Deputy Defense Secretary Bob Work helped to inaugurate the Aegis Ashore ballistic missile defense site here today, citing threats from Iran as a reason why NATO needs the protection.

“As long as Iran continues to develop and deploy ballistic missiles, the United States will work with our allies and partners to defend NATO and its allies against this threat,” Work said at the site, located on a former Romanian air base.

Iran has been very aggressive in ballistic missile development, which is extremely troubling to the 28-member NATO alliance, Work said. NATO Secretary General Jens Stoltenberg described today’s dedication as an “important day for NATO and for trans-Atlantic security.”

The Aegis Ashore site will further boost NATO’s ability to counter the threat from ballistic missiles, Stoltenberg said. “The threat to NATO allies from missiles outside the Euro-Atlantic area is real,” he added. “Several countries are seeking to develop or acquire them.”

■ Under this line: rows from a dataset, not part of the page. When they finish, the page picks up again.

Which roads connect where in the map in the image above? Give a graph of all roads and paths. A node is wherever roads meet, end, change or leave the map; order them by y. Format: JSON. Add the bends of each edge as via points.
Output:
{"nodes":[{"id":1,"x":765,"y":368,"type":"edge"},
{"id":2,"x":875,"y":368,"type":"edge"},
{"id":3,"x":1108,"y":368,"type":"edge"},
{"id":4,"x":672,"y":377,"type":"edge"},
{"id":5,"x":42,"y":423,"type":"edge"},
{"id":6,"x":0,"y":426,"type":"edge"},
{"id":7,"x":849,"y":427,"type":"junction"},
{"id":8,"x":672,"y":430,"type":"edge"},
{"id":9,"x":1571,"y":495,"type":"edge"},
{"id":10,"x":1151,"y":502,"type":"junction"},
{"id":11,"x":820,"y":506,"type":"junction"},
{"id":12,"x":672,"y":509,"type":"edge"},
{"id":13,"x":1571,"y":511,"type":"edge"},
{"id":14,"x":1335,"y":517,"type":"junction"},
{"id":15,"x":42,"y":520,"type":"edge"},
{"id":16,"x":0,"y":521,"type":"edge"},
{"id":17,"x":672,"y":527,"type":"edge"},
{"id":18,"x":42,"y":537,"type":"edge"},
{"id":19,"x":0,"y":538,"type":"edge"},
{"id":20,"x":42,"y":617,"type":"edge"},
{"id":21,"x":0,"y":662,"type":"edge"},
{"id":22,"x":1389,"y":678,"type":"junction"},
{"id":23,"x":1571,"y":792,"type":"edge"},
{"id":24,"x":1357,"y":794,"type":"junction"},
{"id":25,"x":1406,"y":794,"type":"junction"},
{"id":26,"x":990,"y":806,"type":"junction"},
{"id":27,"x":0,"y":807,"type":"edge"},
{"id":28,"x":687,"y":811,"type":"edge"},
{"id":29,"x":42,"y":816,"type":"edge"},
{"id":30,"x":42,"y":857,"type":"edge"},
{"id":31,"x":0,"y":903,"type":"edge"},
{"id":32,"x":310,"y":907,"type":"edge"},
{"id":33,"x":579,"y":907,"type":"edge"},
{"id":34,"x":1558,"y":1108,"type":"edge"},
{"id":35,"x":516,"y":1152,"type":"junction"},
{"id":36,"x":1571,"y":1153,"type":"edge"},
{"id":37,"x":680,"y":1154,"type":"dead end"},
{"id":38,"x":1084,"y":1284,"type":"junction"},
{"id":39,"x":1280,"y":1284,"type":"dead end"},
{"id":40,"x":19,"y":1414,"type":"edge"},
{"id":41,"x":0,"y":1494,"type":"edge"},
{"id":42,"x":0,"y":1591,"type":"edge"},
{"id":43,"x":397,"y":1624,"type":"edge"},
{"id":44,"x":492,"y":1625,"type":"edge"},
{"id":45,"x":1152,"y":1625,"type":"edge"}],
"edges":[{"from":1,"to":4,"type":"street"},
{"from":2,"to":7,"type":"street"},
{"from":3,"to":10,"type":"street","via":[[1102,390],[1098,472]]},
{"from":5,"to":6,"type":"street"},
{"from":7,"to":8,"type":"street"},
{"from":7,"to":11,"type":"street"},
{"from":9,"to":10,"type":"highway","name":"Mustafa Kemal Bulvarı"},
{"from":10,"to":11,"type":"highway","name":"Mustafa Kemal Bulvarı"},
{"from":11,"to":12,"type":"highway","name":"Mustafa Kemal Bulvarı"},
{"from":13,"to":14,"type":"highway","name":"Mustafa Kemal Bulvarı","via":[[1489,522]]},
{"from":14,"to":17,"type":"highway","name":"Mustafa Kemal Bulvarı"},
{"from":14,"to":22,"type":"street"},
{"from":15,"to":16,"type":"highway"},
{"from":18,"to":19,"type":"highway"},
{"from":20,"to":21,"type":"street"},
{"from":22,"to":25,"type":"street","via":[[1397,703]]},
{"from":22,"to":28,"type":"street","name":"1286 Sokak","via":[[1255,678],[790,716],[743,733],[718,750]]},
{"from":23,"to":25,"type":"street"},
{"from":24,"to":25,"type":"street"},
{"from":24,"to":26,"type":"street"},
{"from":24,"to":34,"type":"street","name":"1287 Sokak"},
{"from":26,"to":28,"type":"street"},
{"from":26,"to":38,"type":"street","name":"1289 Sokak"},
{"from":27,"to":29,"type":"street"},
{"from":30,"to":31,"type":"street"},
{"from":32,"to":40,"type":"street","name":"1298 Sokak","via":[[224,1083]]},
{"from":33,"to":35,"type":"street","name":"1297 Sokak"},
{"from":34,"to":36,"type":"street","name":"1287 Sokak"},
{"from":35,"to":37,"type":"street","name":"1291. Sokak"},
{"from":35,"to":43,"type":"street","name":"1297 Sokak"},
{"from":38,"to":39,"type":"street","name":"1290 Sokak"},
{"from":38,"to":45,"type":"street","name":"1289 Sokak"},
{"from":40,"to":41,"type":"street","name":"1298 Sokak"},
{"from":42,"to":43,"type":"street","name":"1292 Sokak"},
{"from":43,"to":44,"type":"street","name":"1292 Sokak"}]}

Today’s ceremony marked operational certification of the Deveselu site, which has radar and interceptors to provide ballistic-missile deterrent coverage of southern Europe.

Work and other officials will attend a groundbreaking ceremony tomorrow in Redzikowo, Poland, for a second Aegis Ashore site. Both sites are part of NATO’s ballistic missile defense system aimed at protecting the 28 members of the alliance.

NATO Ballistic Missile Defense Not Aimed At Russia

The NATO ballistic missile defense system is to protect alliance countries from any short- and medium-range attacks from outside the Euro-Atlantic region, Work said. It is not aimed at countering any Russian threat, he emphasized.